### WHAT THIS TASK INVOLVES
The data that follows is to be copied exactly, with each image removed.

### WORKING DATA
※ ※ ※
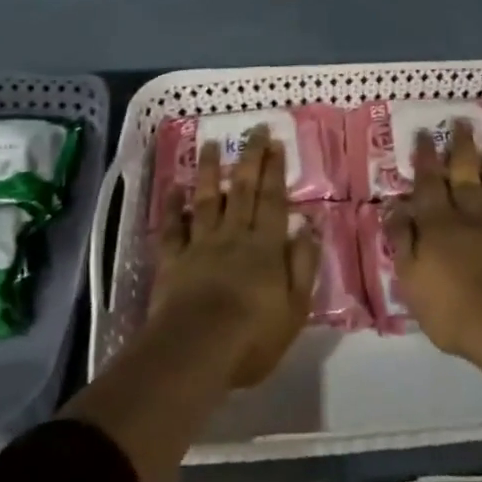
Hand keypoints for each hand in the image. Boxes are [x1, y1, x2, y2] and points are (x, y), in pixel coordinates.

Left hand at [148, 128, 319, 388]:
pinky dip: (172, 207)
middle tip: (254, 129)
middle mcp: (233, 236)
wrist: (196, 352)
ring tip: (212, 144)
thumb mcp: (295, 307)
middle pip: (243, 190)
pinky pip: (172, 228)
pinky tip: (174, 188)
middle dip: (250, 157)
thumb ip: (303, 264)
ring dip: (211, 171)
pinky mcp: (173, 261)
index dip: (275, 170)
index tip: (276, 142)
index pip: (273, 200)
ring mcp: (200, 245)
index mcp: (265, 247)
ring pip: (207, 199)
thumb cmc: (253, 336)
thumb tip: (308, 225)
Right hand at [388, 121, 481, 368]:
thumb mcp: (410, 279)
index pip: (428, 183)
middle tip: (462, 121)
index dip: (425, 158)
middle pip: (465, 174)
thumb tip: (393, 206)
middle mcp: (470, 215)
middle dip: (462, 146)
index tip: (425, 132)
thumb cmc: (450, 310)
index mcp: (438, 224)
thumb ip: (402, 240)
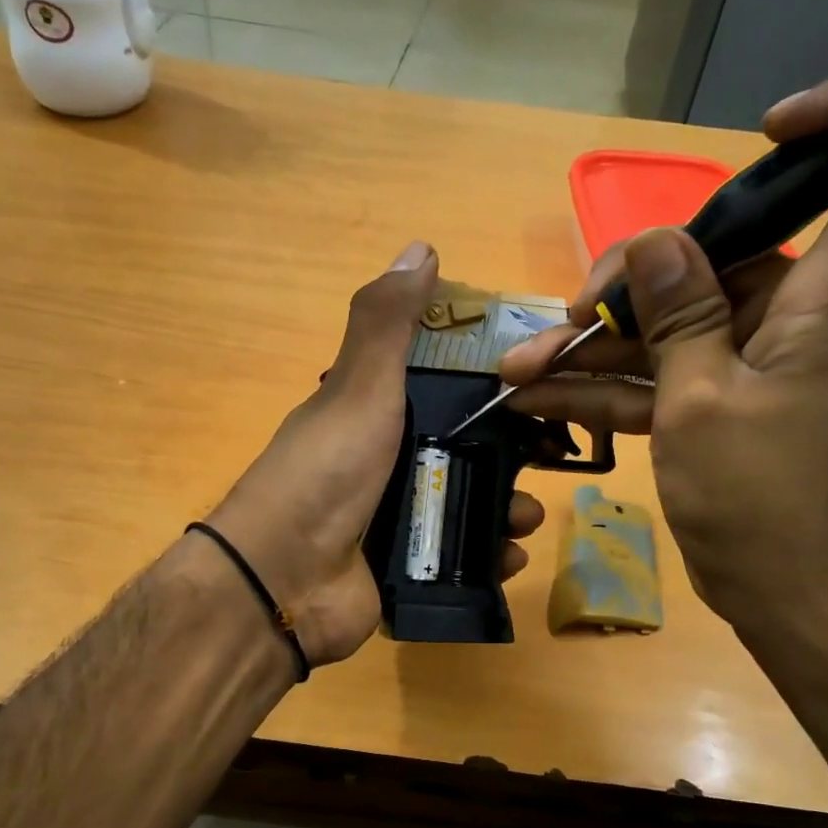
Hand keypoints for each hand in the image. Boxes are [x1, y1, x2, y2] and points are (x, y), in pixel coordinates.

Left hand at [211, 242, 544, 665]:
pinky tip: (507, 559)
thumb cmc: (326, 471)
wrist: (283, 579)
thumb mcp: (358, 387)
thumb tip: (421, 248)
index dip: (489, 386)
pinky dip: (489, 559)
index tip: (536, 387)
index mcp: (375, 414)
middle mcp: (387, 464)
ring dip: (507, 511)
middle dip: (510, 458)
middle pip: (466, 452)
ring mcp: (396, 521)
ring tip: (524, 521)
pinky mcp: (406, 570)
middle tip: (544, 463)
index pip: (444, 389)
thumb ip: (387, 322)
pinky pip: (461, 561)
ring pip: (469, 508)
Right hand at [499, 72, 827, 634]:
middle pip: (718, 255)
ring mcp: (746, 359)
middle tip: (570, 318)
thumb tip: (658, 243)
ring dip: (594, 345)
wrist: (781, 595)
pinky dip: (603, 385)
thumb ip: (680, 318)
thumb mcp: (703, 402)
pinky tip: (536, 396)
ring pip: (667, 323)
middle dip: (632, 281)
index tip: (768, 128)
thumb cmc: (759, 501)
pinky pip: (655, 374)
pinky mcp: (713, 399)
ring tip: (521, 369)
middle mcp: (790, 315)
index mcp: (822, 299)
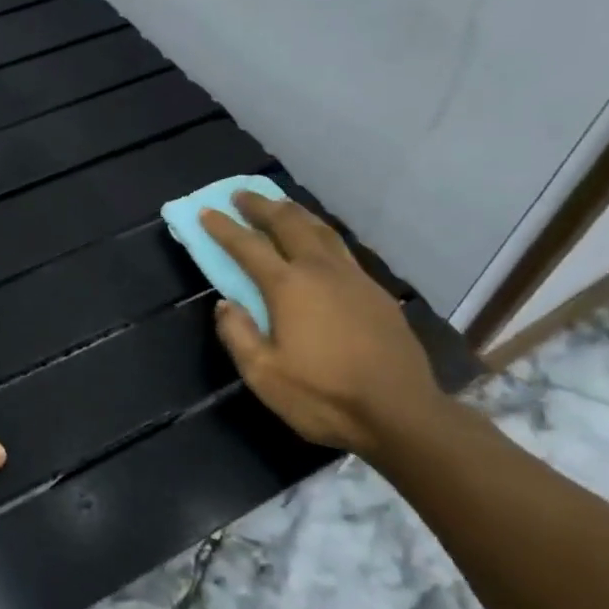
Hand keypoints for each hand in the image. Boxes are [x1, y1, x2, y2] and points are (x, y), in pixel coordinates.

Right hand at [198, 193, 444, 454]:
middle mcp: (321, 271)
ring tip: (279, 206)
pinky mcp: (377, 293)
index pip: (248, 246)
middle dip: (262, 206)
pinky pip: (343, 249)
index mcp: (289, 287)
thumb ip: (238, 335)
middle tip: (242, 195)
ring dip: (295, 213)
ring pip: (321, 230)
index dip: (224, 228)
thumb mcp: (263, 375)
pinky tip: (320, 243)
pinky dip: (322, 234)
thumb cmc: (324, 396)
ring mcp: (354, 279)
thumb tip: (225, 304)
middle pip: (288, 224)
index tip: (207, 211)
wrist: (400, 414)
※ ※ ※
### ANSWER TO THE PROBLEM
Hand keypoints for each hand in the image. Boxes are [x1, y1, x2, y2] and points are (x, y), in pixel coordinates.

Left hand at [148, 128, 319, 388]:
pinky dip: (172, 207)
middle tip: (254, 129)
middle mcp: (233, 236)
wrist: (196, 352)
ring tip: (212, 144)
thumb mcp: (295, 307)
middle pip: (243, 190)
pinky pip: (172, 228)
pinky tip: (174, 188)
middle dip: (250, 157)
thumb ip: (303, 264)
ring dip: (211, 171)
pinky mcp: (173, 261)
index dip: (275, 170)
index tip: (276, 142)
index pip: (273, 200)
ring mcp: (200, 245)
index mcp: (265, 247)
ring pip: (207, 199)
thumb cmc: (253, 336)
thumb tip: (308, 225)
Right hand at [388, 121, 481, 368]:
thumb mcp: (410, 279)
index pip: (428, 183)
middle tip: (462, 121)
index dip: (425, 158)
middle pip: (465, 174)
thumb tip: (393, 206)
middle mcp: (470, 215)
middle dip: (462, 146)
index tip: (425, 132)
thumb cmc: (450, 310)
index mcp: (438, 224)
thumb ip: (402, 240)
Hand keypoints for each hand in the image. Boxes are [x1, y1, x2, y2] and points are (x, y), in pixel coordinates.

Left hand at [211, 242, 544, 665]:
pinky tip: (507, 559)
thumb cmc: (326, 471)
wrist: (283, 579)
thumb mcp: (358, 387)
thumb tip: (421, 248)
index dip: (489, 386)
pinky dip: (489, 559)
index tip: (536, 387)
index mcp: (375, 414)
middle mcp: (387, 464)
ring dip: (507, 511)
middle dip: (510, 458)
middle pip: (466, 452)
ring mcp: (396, 521)
ring tip: (524, 521)
pinky mcp: (406, 570)
middle tip: (544, 463)
index pip: (444, 389)
thumb ip: (387, 322)
pinky pip: (461, 561)
ring pip: (469, 508)
Right hand at [499, 72, 827, 634]:
middle pip: (718, 255)
ring mcp: (746, 359)
middle tip: (570, 318)
thumb tip: (658, 243)
ring dip: (594, 345)
wrist: (781, 595)
pinky dip: (603, 385)
thumb ip: (680, 318)
thumb mcp: (703, 402)
pinky tip: (536, 396)
ring pip: (667, 323)
middle dip: (632, 281)
index tip: (768, 128)
thumb cmc: (759, 501)
pinky pip: (655, 374)
pinky mcp: (713, 399)
ring tip: (521, 369)
middle mcp: (790, 315)
index mcp: (822, 299)
Hand keypoints for each hand in the image. Boxes are [x1, y1, x2, y2] and points are (x, y), in pixel coordinates.

Right hand at [198, 193, 444, 454]:
middle mcp: (321, 271)
ring tip: (279, 206)
pinky mcp: (377, 293)
index pip: (248, 246)
middle dip: (262, 206)
pinky pip: (343, 249)
index mcp: (289, 287)
thumb ip: (238, 335)
middle tip: (242, 195)
ring dip: (295, 213)
ring pip: (321, 230)
index dip: (224, 228)
thumb mcp: (263, 375)
pinky tip: (320, 243)
pinky dip: (322, 234)
thumb cmc: (324, 396)
ring mcp: (354, 279)
thumb tip: (225, 304)
middle pip: (288, 224)
index tip: (207, 211)
wrist: (400, 414)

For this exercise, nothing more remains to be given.